There has been, for a long time, a nagging in the back of my mind about the issue of global variables. We all know that they are bad, don’t we? I am as much indoctrinated into this belief as anyone…. but is it actually a valid view of things?
Here is a page describing some reasons why they are considered bad practice, which I quote:
- Non-locality — Source code is easiest to understand when the scope of its individual elements are limited. Global variables can be read or modified by any part of the program, making it difficult to remember or reason about every possible use.
- No Access Control or Constraint Checking — A global variable can be get or set by any part of the program, and any rules regarding its use can be easily broken or forgotten. (In other words, get/set accessors are generally preferable over direct data access, and this is even more so for global data.) By extension, the lack of access control greatly hinders achieving security in situations where you may wish to run untrusted code (such as working with 3rd party plugins).
- Implicit coupling — A program with many global variables often has tight couplings between some of those variables, and couplings between variables and functions. Grouping coupled items into cohesive units usually leads to better programs.
- Concurrency issues — if globals can be accessed by multiple threads of execution, synchronization is necessary (and too-often neglected). When dynamically linking modules with globals, the composed system might not be thread-safe even if the two independent modules tested in dozens of different contexts were safe.
- Namespace pollution — Global names are available everywhere. You may unknowingly end up using a global when you think you are using a local (by misspelling or forgetting to declare the local) or vice versa. Also, if you ever have to link together modules that have the same global variable names, if you are lucky, you will get linking errors. If you are unlucky, the linker will simply treat all uses of the same name as the same object.
- Memory allocation issues — Some environments have memory allocation schemes that make allocation of globals tricky. This is especially true in languages where “constructors” have side-effects other than allocation (because, in that case, you can express unsafe situations where two globals mutually depend on one another). Also, when dynamically linking modules, it can be unclear whether different libraries have their own instances of globals or whether the globals are shared.
- Testing and Confinement – source that utilizes globals is somewhat more difficult to test because one cannot readily set up a ‘clean’ environment between runs. More generally, source that utilizes global services of any sort (e.g. reading and writing files or databases) that aren’t explicitly provided to that source is difficult to test for the same reason. For communicating systems, the ability to test system invariants may require running more than one ‘copy’ of a system simultaneously, which is greatly hindered by any use of shared services – including global memory – that are not provided for sharing as part of the test.

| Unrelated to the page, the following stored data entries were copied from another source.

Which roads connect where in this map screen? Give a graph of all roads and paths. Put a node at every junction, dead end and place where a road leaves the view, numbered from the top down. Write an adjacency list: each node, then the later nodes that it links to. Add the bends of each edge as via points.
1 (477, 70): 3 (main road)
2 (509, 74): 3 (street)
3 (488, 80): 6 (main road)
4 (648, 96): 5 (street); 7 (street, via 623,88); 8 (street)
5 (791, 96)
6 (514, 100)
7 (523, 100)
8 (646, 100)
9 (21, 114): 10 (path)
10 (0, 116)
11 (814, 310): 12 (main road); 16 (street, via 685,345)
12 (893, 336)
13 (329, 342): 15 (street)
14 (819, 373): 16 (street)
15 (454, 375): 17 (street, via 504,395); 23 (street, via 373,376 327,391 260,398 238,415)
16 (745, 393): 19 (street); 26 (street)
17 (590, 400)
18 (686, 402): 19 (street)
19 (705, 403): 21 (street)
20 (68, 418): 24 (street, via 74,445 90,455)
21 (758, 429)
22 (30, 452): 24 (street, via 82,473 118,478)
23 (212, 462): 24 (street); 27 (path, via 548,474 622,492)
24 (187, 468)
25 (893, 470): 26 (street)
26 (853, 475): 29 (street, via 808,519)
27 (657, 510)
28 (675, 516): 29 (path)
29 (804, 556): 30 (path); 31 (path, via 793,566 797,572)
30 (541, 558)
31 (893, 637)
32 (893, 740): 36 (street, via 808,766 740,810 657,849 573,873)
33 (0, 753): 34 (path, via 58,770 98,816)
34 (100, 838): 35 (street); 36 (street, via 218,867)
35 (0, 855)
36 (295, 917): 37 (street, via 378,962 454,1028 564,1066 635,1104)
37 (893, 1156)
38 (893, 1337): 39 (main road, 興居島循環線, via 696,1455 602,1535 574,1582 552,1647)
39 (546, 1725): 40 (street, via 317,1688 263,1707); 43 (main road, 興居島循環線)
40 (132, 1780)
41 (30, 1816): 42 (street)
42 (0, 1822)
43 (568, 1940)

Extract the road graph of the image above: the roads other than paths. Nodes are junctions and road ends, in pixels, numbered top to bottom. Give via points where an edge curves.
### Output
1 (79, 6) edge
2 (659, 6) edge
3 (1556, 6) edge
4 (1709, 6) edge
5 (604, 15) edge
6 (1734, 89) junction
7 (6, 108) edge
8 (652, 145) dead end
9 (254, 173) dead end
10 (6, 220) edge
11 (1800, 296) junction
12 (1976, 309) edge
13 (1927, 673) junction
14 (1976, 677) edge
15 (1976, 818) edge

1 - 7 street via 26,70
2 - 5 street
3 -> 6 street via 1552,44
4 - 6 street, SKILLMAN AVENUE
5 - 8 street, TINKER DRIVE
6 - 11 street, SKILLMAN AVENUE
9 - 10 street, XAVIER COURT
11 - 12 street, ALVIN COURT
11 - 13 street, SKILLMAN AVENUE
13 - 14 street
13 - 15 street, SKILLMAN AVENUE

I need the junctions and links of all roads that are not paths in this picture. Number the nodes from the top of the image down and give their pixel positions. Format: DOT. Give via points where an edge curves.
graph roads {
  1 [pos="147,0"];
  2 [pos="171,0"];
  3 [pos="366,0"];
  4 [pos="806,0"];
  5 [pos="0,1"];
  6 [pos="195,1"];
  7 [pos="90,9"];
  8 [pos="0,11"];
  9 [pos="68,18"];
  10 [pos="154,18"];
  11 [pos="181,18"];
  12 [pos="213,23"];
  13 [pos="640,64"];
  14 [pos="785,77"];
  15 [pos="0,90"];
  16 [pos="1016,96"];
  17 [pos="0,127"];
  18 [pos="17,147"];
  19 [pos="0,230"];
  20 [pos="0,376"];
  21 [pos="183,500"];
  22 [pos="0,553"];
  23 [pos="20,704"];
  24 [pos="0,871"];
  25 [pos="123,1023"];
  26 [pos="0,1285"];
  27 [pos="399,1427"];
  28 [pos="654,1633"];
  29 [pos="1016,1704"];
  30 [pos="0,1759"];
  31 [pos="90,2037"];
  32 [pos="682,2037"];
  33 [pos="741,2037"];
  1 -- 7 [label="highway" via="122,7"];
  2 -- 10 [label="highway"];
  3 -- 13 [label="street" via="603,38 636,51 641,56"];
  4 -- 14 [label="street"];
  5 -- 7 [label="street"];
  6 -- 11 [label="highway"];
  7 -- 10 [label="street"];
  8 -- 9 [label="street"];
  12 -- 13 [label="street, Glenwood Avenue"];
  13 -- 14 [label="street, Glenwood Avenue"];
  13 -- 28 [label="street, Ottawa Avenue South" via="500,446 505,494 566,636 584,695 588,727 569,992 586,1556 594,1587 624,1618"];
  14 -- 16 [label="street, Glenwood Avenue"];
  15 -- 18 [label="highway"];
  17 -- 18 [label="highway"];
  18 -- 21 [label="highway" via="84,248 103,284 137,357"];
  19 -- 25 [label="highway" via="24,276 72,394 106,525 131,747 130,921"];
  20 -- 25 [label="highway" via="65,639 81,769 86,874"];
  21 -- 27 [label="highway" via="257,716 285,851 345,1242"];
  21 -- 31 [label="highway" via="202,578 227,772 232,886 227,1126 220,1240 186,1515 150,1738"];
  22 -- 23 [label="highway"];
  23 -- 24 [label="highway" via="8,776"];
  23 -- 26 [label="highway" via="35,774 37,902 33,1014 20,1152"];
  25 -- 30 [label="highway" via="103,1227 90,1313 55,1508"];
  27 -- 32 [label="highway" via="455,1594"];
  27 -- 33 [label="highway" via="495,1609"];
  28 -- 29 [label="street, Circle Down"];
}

Now those of you who are interested in programming and have been following me in my thoughts will know that I am both a low level hacker and a software architect. I pretty much explored the art of data hacking for the first 15 years of my career, but later wanted to also explore ways of making software development more successful and effective in terms of re-usability, maintainability and cross platform development. This has lead me to investigate the use of C++ and explore such issues as object orientated programming. I am stills searching for a better way, and this has lead me to question many assumptions and common opinions of software development. I am now trying to develop a new language that solves what I see as the major problems with current languages, and recently this has brought me to seriously question the aversion to globality in software.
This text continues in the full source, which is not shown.